The heroine of Where I Belong (HarperTeen, 2011) is back in The Art of Goodbye (HarperImpulse), a romantic digital novella about first loves and second chances.
It's Corrinne Corcoran's last night in town before heading off to college, and she's determined it'll be the most epic night ever. She's planned every detail of each hour of the night, from what dresses she'll wear, to what parties she'll hit, to which of her best friends will be with her. But Corrinne's perfect plan for her last night in New York goes awry when she runs into a ghost from her past, and the boy she's never been able to forget—her ex-boyfriend, Bubby, from Broken Spoke. And Corrinne starts to wonder if her expertly planned goodbye to New York City was as perfect as it seemed. . . . Set over the twelve-hour period before Corrinne sets off for college, The Art of Goodbye will make you believe that true love can find you when you're least expecting it . . . again.
Who was your favorite character to write and why?
This e-novella picks up two and half years after my first novel Where I Belong left off. But I wrote the e-novella sequel over four years after I first wrote my first novel. Not only had my characters changed, but I had too! It was fun revisiting my heroine Corrinne and seeing what she had been up to . . . and it also made me reflect how my own life—both writing and personal—has evolved.

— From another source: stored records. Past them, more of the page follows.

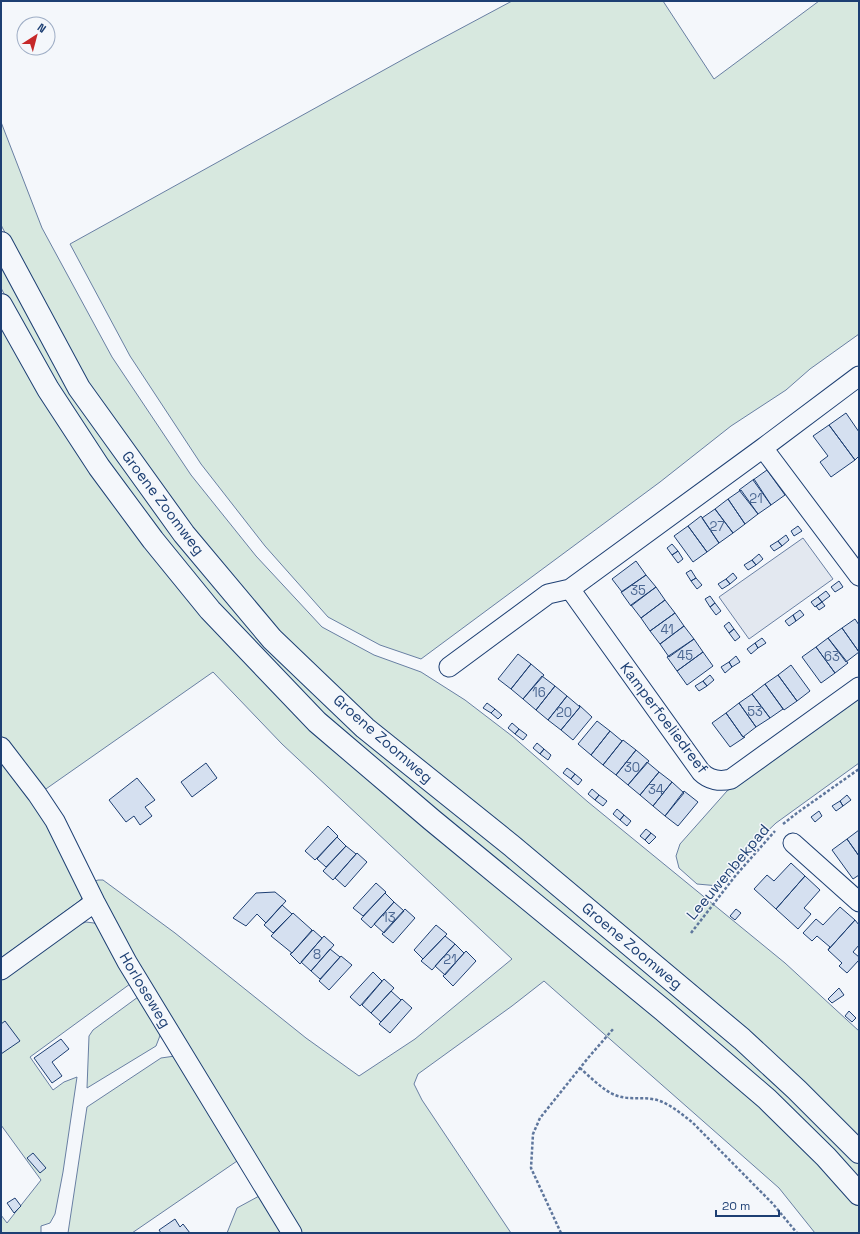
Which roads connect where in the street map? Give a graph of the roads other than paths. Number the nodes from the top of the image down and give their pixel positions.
1 (1, 243) edge
2 (1, 305) edge
3 (859, 376) edge
4 (763, 448) junction
5 (859, 576) edge
6 (570, 589) junction
7 (449, 667) dead end
8 (859, 687) edge
9 (1, 747) edge
10 (793, 843) dead end
11 (95, 902) junction
12 (859, 902) edge
13 (1, 970) edge
14 (859, 1152) edge
15 (859, 1194) edge
16 (292, 1233) edge

1 - 14 main road, Groene Zoomweg
2 - 15 main road, Groene Zoomweg
3 - 4 street
4 - 5 street
4 - 6 street
6 - 7 street
6 - 8 street, Kamperfoeliedreef
9 - 11 street, Horloseweg
10 - 12 street
11 - 13 street
11 - 16 street, Horloseweg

Revisiting my first heroine felt—in many ways—like going home. I loved re-finding her voice.
What’s the weirdest thing you’ve ever Googled as research for your writing?
I have googled “mutton busting,” which is when little kids competively ride sheep at rodeos.

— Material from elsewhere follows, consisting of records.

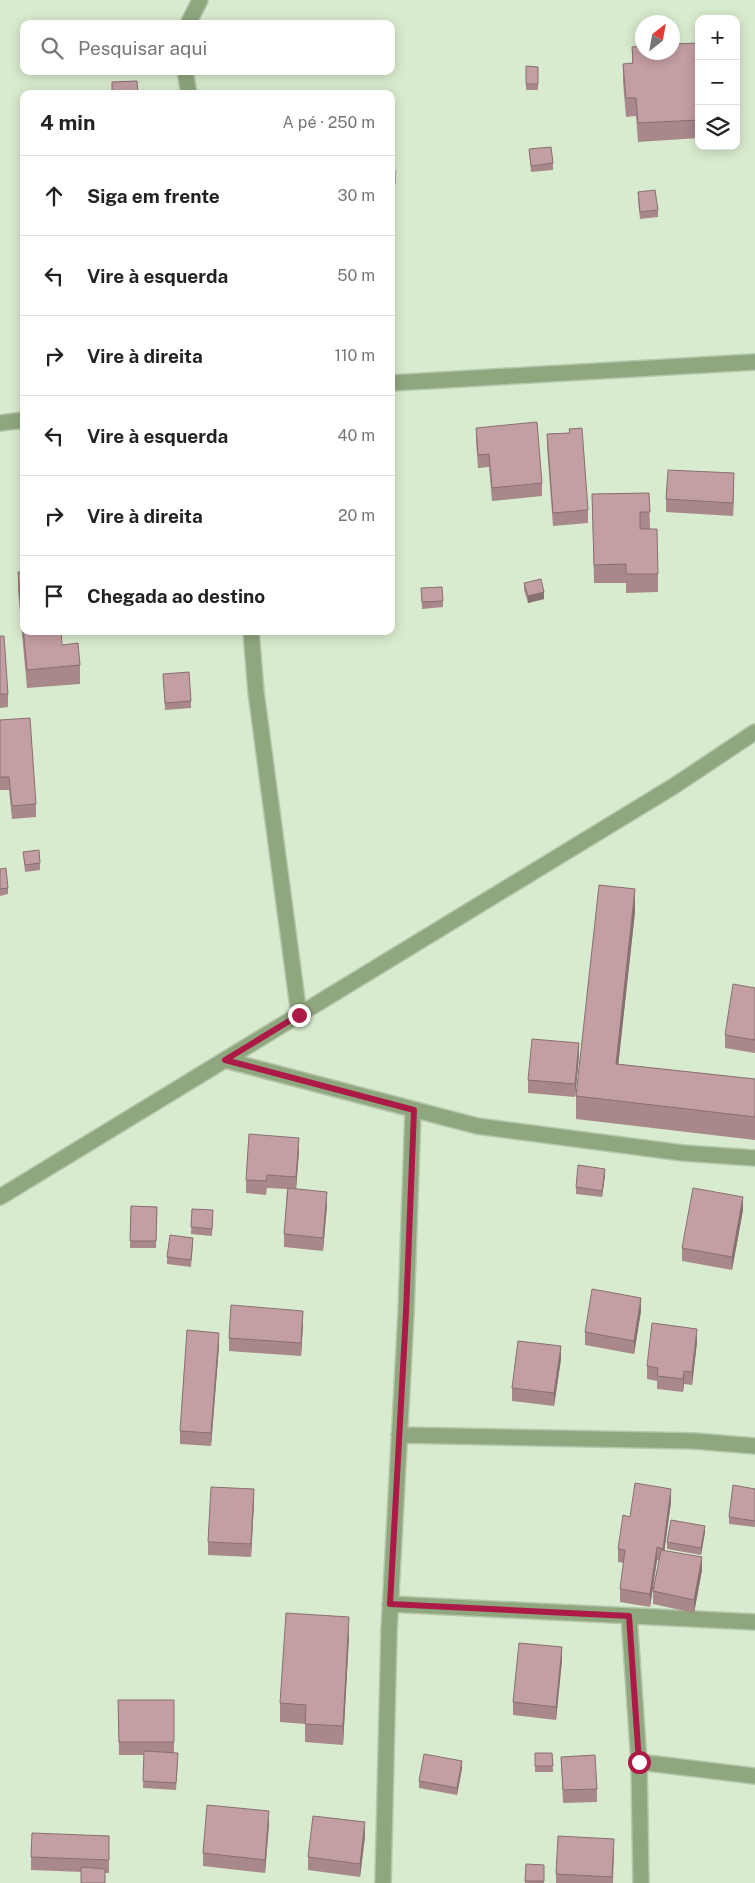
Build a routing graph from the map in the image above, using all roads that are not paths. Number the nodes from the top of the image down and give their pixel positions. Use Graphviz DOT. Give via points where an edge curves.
graph roads {
  1 [pos="200,0"];
  2 [pos="190,20"];
  3 [pos="186,75"];
  4 [pos="187,90"];
  5 [pos="755,362"];
  6 [pos="395,383"];
  7 [pos="20,420"];
  8 [pos="0,423"];
  9 [pos="251,635"];
  10 [pos="755,732"];
  11 [pos="299,1015"];
  12 [pos="225,1060"];
  13 [pos="414,1110"];
  14 [pos="755,1158"];
  15 [pos="0,1197"];
  16 [pos="399,1435"];
  17 [pos="755,1446"];
  18 [pos="390,1604"];
  19 [pos="629,1616"];
  20 [pos="755,1622"];
  21 [pos="639,1762"];
  22 [pos="755,1776"];
  23 [pos="386,1883"];
  24 [pos="641,1883"];
  1 -- 2 [label="street"];
  3 -- 4 [label="street"];
  5 -- 6 [label="street"];
  7 -- 8 [label="street"];
  9 -- 11 [label="street"];
  10 -- 11 [label="street" via="674,786"];
  11 -- 12 [label="street"];
  12 -- 13 [label="street"];
  12 -- 15 [label="street"];
  13 -- 14 [label="street" via="477,1126 683,1153"];
  13 -- 16 [label="street"];
  16 -- 17 [label="street" via="694,1441"];
  16 -- 18 [label="street"];
  18 -- 19 [label="street"];
  18 -- 23 [label="street"];
  19 -- 20 [label="street"];
  19 -- 21 [label="street"];
  21 -- 22 [label="street"];
  21 -- 24 [label="street"];
}
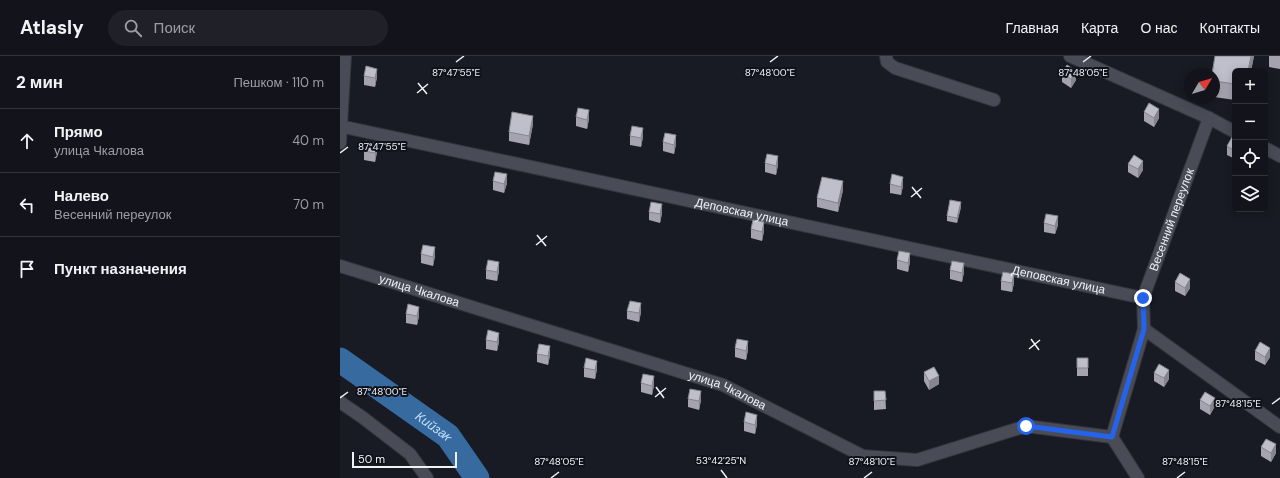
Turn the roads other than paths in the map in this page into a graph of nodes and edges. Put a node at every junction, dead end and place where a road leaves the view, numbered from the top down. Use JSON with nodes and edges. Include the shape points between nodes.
{"nodes":[{"id":1,"x":346,"y":56,"type":"edge"},
{"id":2,"x":886,"y":56,"type":"edge"},
{"id":3,"x":1070,"y":56,"type":"edge"},
{"id":4,"x":994,"y":100,"type":"dead end"},
{"id":5,"x":1209,"y":118,"type":"junction"},
{"id":6,"x":341,"y":126,"type":"edge"},
{"id":7,"x":1232,"y":130,"type":"edge"},
{"id":8,"x":340,"y":143,"type":"edge"},
{"id":9,"x":1268,"y":150,"type":"edge"},
{"id":10,"x":1280,"y":156,"type":"edge"},
{"id":11,"x":340,"y":266,"type":"edge"},
{"id":12,"x":1143,"y":298,"type":"junction"},
{"id":13,"x":1144,"y":329,"type":"junction"},
{"id":14,"x":340,"y":402,"type":"edge"},
{"id":15,"x":1280,"y":427,"type":"edge"},
{"id":16,"x":1112,"y":437,"type":"junction"},
{"id":17,"x":427,"y":478,"type":"edge"},
{"id":18,"x":1138,"y":478,"type":"edge"}],
"edges":[{"from":1,"to":6,"type":"street"},
{"from":2,"to":4,"type":"street","via":[[887,62],[895,68]]},
{"from":3,"to":5,"type":"street"},
{"from":5,"to":7,"type":"street"},
{"from":5,"to":12,"type":"street","name":"Весенний переулок"},
{"from":6,"to":8,"type":"street"},
{"from":6,"to":12,"type":"street","name":"Деповская улица"},
{"from":9,"to":10,"type":"street"},
{"from":11,"to":16,"type":"street","name":"улица Чкалова","via":[[723,385],[863,456],[917,460],[1026,426]]},
{"from":12,"to":13,"type":"street","name":"Весенний переулок"},
{"from":13,"to":15,"type":"street"},
{"from":13,"to":16,"type":"street","name":"Весенний переулок"},
{"from":14,"to":17,"type":"street","via":[[410,454]]},
{"from":16,"to":18,"type":"street"}]}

Do you write in silence? If not, what’s your soundtrack?
I used to play all kinds of music while writing. Now I write in silence because I don’t want to wake my sleeping three-month old daughter.
Who were your advisors at VCFA?
Franny Billingsley, Shelley Tanaka, Tim Wynne-Jones, and A.S. King.
How did attending VCFA affect your writing life?
First of all and most importantly, VCFA gave me community. Because of my experience there, I feel more comfortable and confident in the title of “writer.”
What is your favorite VCFA memory?
Revealing our class name. Being a M.A.G.I.C. I.F. is now an integral part of my identity.
What advice would you give to a prospective VCFA student?
What do you wish you had known before you first set foot on the VCFA campus?
That being part of VCFA is a lifelong experience, but that the actual MFA experience goes too fast, so cherish it!
Thanks for stopping by, Gwendolyn! Happy launch!